第22話 エツィオとユズキ

「やっぱりバン博士を説得するのは無理そうだ」


 エツィオはそう言う。


「……そう…」


 そう寂しそうな顔を浮かべるユズキ。


 エツィオとユズキでグラシアの過ごす部屋に集まって話し合っていた。

 少し離れたところでつまらなさそうに三角座りしているグラシア。ユズキは視線を部屋の端に置かれているオーディオに向けた。


「私たちでルティ、街の人をを助けないと」


 そう強く言い切ったユズキ。


「でも、どうする?」


 そうエツィオが言った瞬間、無言になった。

 無言になるしかない、思いつくならもう行動しているはずで。思いつかないから、バン博士を説得しようとしたのだ。


すぐにエツィオが申し訳なさそうに、


「すまん。調べるしかないよな。方法が思いつくまで」


 しかし時間は残されていない。軍も調査に乗り出したと情報が入ってきたのだ。

 軍がどういう動きをするか分からない。でも一つ分かるのは、軍はルティを助けようとするわけがない。

 危険物とみなして、間違いなく処分するだろう。


「そうだね」


 そう言うしかないユズキ。それしか言えない現状に悔しいのか唇をかむ。


 そんなユズキから視線を外したエツィオ。そのまま前を見つめ続け、ぽつりと言った。


「今回さ、どうして人間を吸収し始めたんだろうな……」


 ユズキにはエツィオの言いたいことは分かっていた。ルティが吸収されて、そこからだ。今回の事件にはルティの意志が介入している。それは、バン博士やトニー博士もそう睨んでいる。口ぶりから察することが出来る。


「分かんないよ」


 首を横に振るユズキ。


「でも、苦しんでいたから。それが原因かも。本人に聞くしかないよね」


 そうして資料に目を通す。


「すごいな。ユズキは」


 エツィオはぽつりと言って


「俺はそんな自信を持って進めないよ。今回でルティがこんなことをして。本当に助けるべきか正直迷ってる。ルティから聞いた通り本当にユズキは強いんだな」


 ユズキの資料をめくる手が止まる。


「それだけはないよ」


 優しい口調で答えたユズキ。


「大変なんだよ。ルティの前で強がるのは。でも、私が強く振舞わないと、多分ルティやばいから。本当はルティとほとんど同じで……。でも、私にはこの子がいるから何とか」


 ここまで弱音を吐くユズキは初めてでエツィオは少し面食らって。声に生々しさがあったからこそ余計に。


「大変なんだな」


 そう返すしかなかった。


「……そうだね。すごい大変だなって感じるときはあるね。……まぁ、だからさ、ルティの考えていることは分からないけど、気持ちはすごい分かる。本当に苦しくて。だから、ルティを放っておけない」


 それにさ、とユズキは続けた。


「グラシアちゃんが可哀そうだよ」


「そうだな。助け出さないとな。
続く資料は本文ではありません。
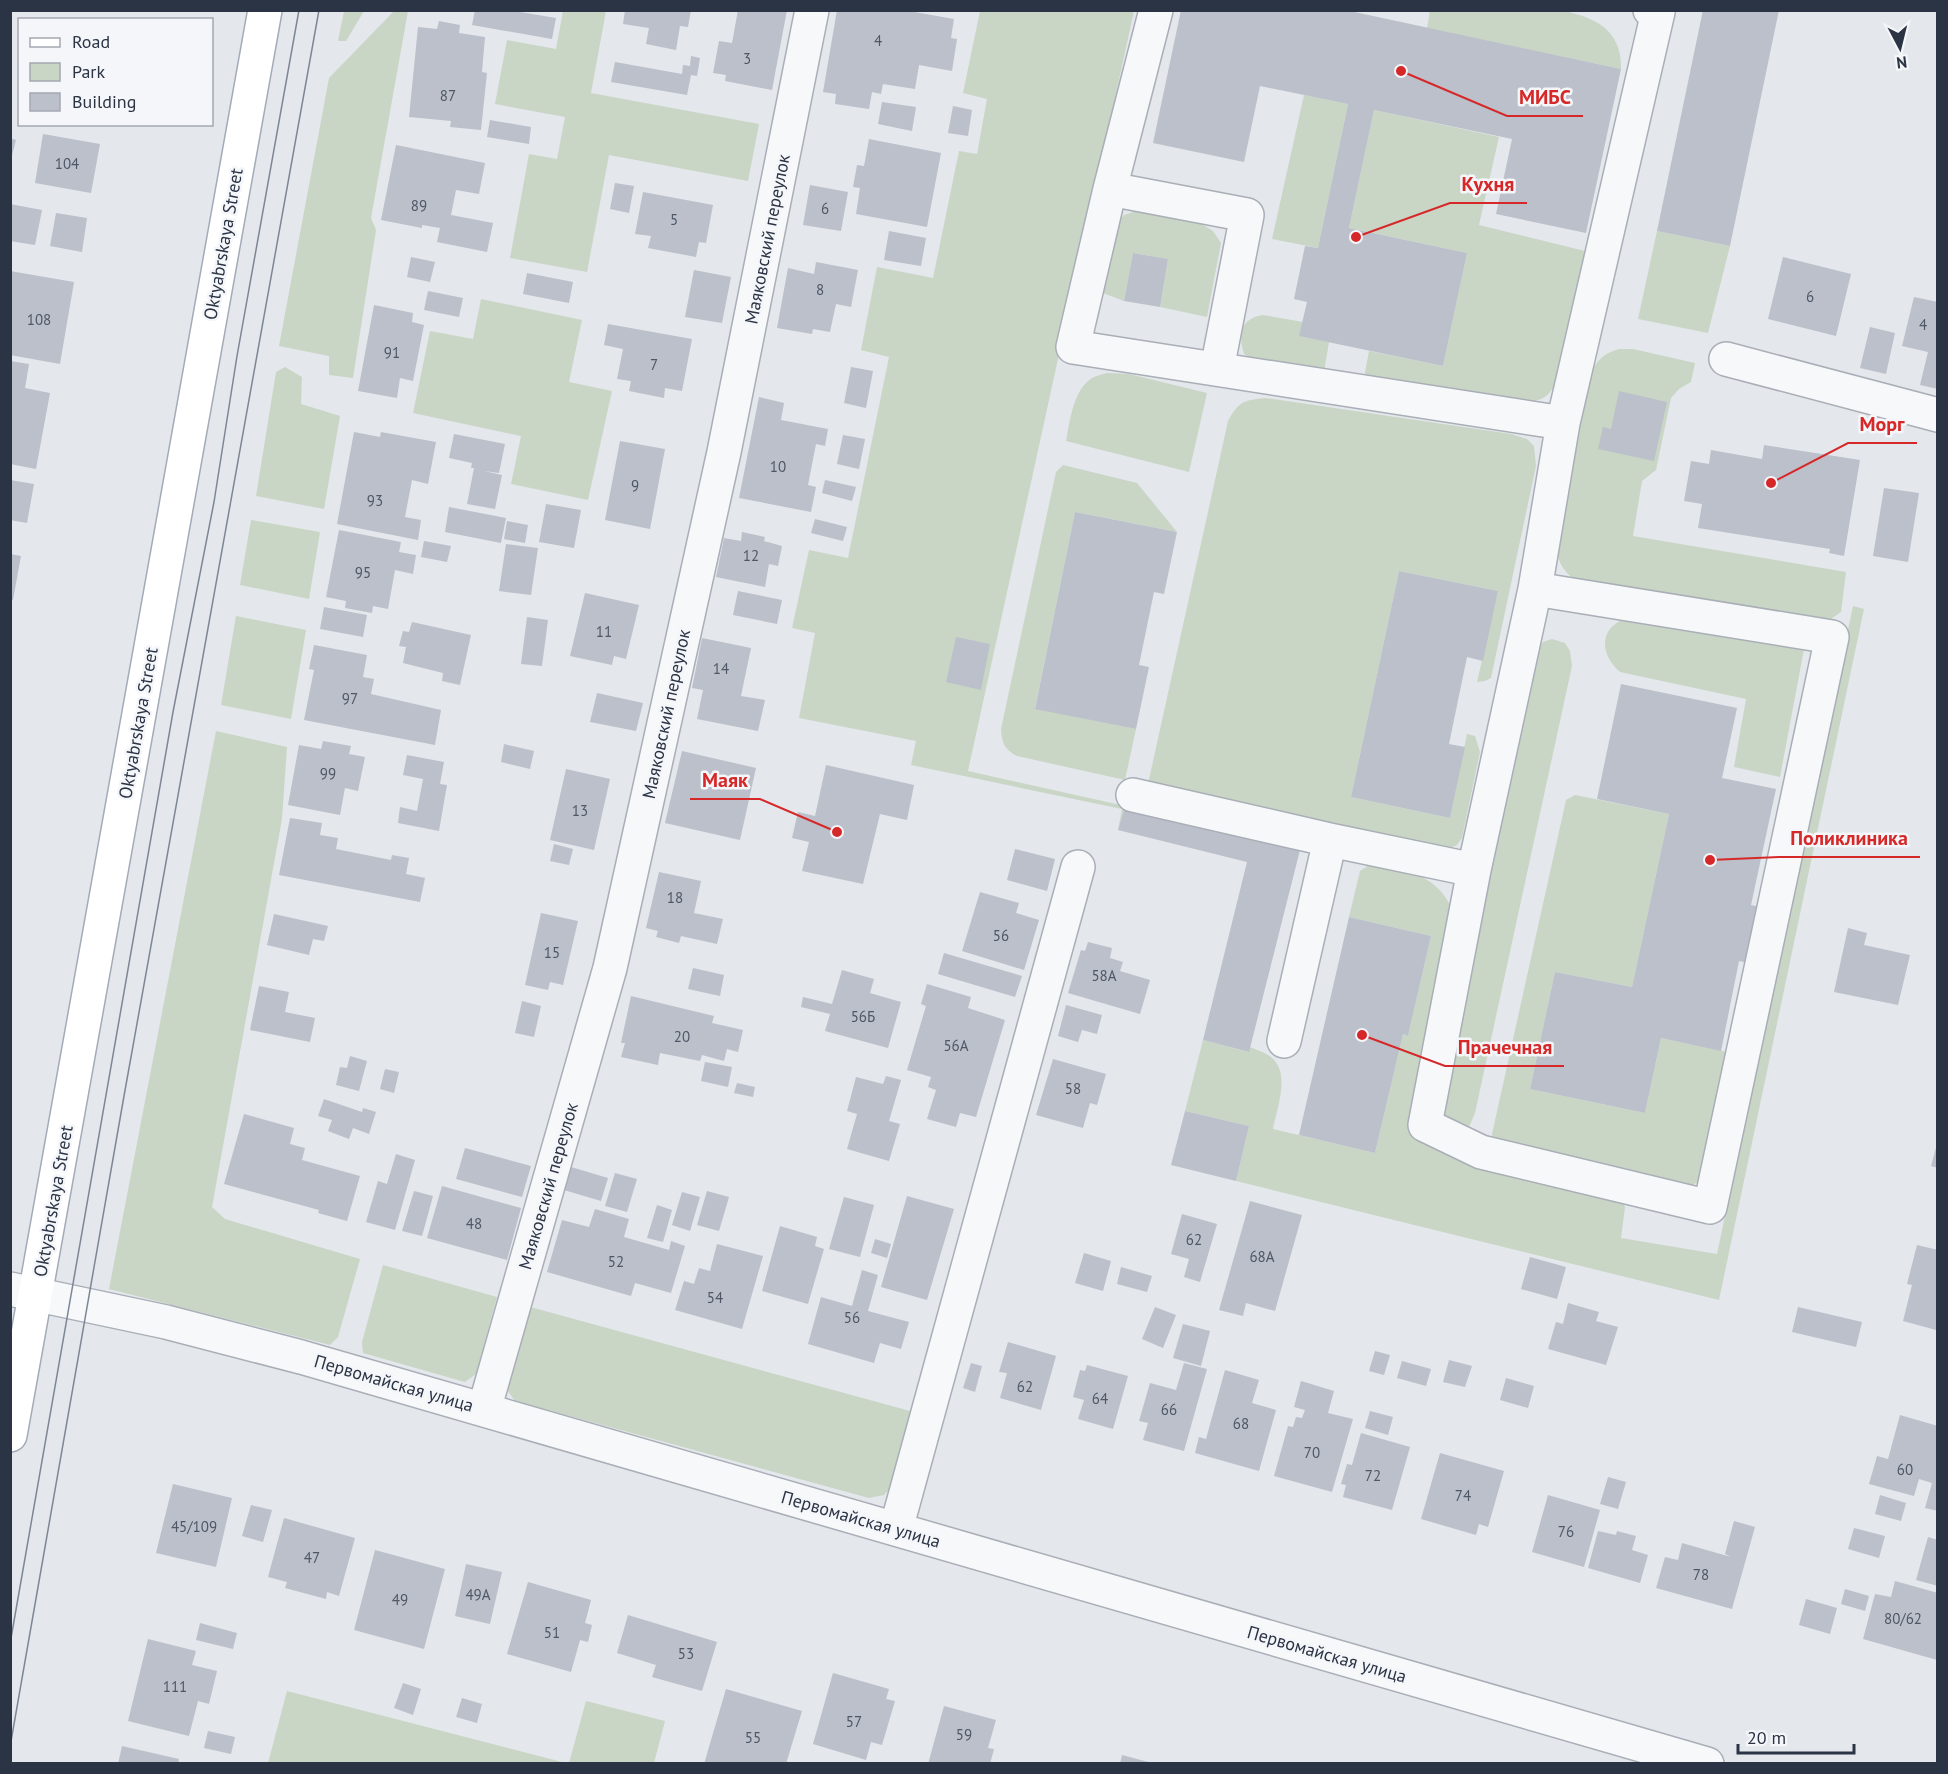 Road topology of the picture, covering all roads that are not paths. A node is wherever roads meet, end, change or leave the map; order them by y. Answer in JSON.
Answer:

グラシアのためにも」


 エツィオの声に力強さが戻った。


 そんな時だった。


 ドアがノックされた。

 エツィオがドアを開くとそこにいたのは、シーナだった。


「……シーナ」


「バン博士とトニー博士がおよびです。どうやら軍と関係があるみたいで」


 いつも通りの様子のシーナ。エツィオはその態度に不服そうな表情を浮かべると、


「お前はどうしてそっちにつくんだよ」


 しかし、シーナは何の反応を見せることなく、


「さぁ行きましょう」


 そう言ってつかつかと歩き始めた。